A formal evaluation by CFE Research and FFT Education Datalab compared the recruitment of maths teachers at the time of the pilot with recruitment in other subjects.
It said the results suggested that reducing the initial bursary “reduced recruitment onto maths initial teacher training by 10 to 15 per cent”.
This is an “estimated 275 fewer maths teachers entering state schools in the 2019-20 academic year”.
There was “no consistent statistical evidence that introducing additional funds for maths teachers later in their career (through ECPs) influenced recruitment”.
Scheme did aid retention…
However, the results did suggest the pilot reduced the attrition of teachers by 37 per cent in the year the first £5,000 payment was made, equating to 47 maths teachers retained who would have otherwise left state school teaching.
The higher retention payments of £7,500, which were paid in certain areas of the country, reduced attrition by 58 per cent, the evaluation found. However, the “sample used to estimate this value is small, so caution is needed interpreting the results”.

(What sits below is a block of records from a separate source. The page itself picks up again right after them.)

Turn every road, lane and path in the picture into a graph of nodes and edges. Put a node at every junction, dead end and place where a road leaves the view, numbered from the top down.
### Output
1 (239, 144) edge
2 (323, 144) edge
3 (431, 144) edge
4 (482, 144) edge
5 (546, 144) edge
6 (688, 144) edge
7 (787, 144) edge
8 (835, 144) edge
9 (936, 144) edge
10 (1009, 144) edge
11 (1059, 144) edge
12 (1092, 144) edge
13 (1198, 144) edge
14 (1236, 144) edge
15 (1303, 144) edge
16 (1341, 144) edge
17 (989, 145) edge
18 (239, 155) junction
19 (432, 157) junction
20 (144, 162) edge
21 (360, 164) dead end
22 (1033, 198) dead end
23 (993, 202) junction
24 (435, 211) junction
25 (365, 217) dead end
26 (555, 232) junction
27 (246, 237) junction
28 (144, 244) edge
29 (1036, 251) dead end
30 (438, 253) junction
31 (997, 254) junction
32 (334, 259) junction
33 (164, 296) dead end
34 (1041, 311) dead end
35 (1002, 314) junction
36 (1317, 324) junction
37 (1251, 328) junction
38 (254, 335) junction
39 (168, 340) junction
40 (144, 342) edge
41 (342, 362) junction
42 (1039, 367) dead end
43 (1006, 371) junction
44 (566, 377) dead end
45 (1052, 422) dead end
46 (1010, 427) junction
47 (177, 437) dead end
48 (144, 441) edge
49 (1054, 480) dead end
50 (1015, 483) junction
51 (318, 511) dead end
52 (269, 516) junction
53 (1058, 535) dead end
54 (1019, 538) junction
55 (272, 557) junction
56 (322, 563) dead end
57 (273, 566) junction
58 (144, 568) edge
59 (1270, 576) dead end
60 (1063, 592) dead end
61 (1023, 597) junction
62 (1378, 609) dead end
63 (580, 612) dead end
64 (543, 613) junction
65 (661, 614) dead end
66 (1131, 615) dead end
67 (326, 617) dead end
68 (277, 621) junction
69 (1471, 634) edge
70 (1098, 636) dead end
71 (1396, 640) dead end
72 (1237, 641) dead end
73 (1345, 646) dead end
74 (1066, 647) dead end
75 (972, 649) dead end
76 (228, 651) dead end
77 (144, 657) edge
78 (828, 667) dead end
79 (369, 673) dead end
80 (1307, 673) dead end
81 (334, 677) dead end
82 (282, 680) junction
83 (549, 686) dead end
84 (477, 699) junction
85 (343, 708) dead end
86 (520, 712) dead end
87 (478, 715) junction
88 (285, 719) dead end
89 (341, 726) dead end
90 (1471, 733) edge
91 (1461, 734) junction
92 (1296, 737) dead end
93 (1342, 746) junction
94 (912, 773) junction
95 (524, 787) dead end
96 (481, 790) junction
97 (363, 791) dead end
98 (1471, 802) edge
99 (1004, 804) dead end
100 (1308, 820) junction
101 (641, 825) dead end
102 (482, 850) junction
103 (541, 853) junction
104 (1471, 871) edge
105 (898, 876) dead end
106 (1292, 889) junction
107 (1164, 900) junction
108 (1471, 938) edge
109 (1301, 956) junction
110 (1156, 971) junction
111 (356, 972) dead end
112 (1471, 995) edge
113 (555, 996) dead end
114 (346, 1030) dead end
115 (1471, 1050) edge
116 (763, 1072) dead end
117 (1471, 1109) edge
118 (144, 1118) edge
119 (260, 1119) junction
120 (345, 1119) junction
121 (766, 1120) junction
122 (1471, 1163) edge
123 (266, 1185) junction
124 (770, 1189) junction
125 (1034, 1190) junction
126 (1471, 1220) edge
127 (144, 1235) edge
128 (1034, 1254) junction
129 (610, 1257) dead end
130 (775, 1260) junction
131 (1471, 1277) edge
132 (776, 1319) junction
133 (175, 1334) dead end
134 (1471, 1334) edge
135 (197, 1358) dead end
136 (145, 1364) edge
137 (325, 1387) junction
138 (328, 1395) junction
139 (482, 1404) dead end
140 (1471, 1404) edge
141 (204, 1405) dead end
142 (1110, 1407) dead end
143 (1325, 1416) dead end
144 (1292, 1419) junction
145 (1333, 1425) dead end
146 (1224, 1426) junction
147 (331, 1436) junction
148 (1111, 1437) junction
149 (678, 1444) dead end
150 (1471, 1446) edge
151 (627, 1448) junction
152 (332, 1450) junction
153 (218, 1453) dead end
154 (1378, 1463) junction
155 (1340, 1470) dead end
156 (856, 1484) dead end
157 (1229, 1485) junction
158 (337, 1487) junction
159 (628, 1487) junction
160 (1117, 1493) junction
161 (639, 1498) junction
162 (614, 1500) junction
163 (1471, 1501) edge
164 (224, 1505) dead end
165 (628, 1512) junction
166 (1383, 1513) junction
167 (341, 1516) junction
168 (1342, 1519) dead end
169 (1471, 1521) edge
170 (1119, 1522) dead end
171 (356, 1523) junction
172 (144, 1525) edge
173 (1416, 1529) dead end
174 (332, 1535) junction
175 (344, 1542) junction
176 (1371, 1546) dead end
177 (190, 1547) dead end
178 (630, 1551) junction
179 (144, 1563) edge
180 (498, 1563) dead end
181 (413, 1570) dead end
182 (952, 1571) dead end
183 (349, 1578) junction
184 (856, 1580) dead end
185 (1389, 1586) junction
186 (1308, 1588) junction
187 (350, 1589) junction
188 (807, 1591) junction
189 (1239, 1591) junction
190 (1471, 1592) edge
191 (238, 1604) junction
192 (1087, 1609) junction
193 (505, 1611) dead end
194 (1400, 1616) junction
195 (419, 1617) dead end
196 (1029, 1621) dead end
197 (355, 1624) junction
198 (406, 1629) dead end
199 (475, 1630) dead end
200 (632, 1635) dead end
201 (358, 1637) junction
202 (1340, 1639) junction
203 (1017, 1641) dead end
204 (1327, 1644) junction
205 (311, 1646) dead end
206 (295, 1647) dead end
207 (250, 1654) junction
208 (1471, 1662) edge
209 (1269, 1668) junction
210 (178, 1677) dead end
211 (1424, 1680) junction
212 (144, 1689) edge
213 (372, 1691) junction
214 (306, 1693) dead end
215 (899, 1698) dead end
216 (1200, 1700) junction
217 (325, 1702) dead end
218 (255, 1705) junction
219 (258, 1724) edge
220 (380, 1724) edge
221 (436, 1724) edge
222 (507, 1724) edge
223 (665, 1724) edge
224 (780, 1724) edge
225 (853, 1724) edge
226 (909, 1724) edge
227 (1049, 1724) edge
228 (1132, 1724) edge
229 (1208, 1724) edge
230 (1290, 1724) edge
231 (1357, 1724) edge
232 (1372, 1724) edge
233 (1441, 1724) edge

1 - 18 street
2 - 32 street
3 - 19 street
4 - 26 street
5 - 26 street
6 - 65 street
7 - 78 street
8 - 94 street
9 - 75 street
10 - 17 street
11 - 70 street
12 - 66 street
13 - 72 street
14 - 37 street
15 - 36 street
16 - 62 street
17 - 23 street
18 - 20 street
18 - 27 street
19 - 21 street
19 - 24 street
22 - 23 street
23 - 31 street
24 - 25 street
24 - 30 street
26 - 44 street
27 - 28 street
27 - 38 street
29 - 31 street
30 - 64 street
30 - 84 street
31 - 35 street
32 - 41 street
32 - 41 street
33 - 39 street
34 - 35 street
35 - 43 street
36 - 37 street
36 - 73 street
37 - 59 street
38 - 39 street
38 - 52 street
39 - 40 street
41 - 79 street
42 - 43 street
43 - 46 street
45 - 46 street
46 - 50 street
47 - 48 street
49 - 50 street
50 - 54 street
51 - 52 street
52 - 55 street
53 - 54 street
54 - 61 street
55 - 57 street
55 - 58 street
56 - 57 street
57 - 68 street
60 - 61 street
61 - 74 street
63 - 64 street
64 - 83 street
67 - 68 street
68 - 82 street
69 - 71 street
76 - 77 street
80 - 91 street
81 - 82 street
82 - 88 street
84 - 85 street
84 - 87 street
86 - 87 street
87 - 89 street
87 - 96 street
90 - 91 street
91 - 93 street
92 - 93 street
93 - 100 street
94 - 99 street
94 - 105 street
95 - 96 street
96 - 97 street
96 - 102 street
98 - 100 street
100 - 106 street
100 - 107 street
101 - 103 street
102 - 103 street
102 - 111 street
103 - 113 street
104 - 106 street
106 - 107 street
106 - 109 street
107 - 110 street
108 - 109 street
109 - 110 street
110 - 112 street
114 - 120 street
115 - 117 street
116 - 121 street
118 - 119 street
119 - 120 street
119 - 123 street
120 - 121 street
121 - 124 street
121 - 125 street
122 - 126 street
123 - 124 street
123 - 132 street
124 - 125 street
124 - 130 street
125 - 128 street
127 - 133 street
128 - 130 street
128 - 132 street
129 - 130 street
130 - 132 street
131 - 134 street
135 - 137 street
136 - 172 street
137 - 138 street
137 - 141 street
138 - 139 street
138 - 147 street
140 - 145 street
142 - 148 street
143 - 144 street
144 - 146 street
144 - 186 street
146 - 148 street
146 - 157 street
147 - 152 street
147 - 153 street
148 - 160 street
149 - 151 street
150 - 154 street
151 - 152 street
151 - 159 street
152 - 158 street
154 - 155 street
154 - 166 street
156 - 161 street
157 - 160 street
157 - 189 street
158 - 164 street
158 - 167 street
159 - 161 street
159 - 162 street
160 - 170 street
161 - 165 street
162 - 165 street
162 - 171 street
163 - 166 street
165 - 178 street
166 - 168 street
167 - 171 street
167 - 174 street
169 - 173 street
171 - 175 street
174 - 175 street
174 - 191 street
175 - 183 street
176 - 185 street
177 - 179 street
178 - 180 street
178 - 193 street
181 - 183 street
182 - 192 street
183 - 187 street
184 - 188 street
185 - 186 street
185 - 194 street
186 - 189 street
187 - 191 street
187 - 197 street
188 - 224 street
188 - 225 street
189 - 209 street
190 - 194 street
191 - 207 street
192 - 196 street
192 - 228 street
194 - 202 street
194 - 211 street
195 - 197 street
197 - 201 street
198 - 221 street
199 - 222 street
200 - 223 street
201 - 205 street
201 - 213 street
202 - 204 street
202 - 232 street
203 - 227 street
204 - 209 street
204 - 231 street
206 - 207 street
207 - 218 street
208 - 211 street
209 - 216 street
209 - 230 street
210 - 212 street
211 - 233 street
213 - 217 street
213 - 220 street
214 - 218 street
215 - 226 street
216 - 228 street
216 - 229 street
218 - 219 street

The third payment for teachers taking part is due in this year, meaning data to evaluate its impact is not yet available.
But assuming the effect is the same as the second payment, the analysis predicted just 94 teachers would have been retained in total.
…but ‘markedly’ reduced supply of new teachers
“Since this is lower than the 275 fewer teachers entering the profession in the 2019-20 academic year, the PMB pilot is therefore likely to result in a net reduction of teachers within the 2018-19 cohort by the end of the policy period.”
So while the early career payments “did retain teachers”, the reduced bursary “reduced the supply of first year maths teachers markedly”, the report concluded.
The government has subsequently introduced more generous schemes of bursary and retention payments for some subject teachers.
In 2020, maths, physics, chemistry and language teachers were offered bursaries of £26,000 followed by early career payments of £2,000 to £3,000 in their second, third and fourth years.
A newer scheme, the levelling-up premium, currently offers maths, physics, chemistry and computing teachers up to £3,000 annually in the first five years of their careers, on top of the existing initial bursaries.
Labour has also proposed a £2,400 teacher retention bonuses for all those who complete the two-year early career framework.
However, the party has also pledged to review the whole system of incentive payments, so it is unclear whether the payments would b accompanied by bursaries as generous as those on offer now.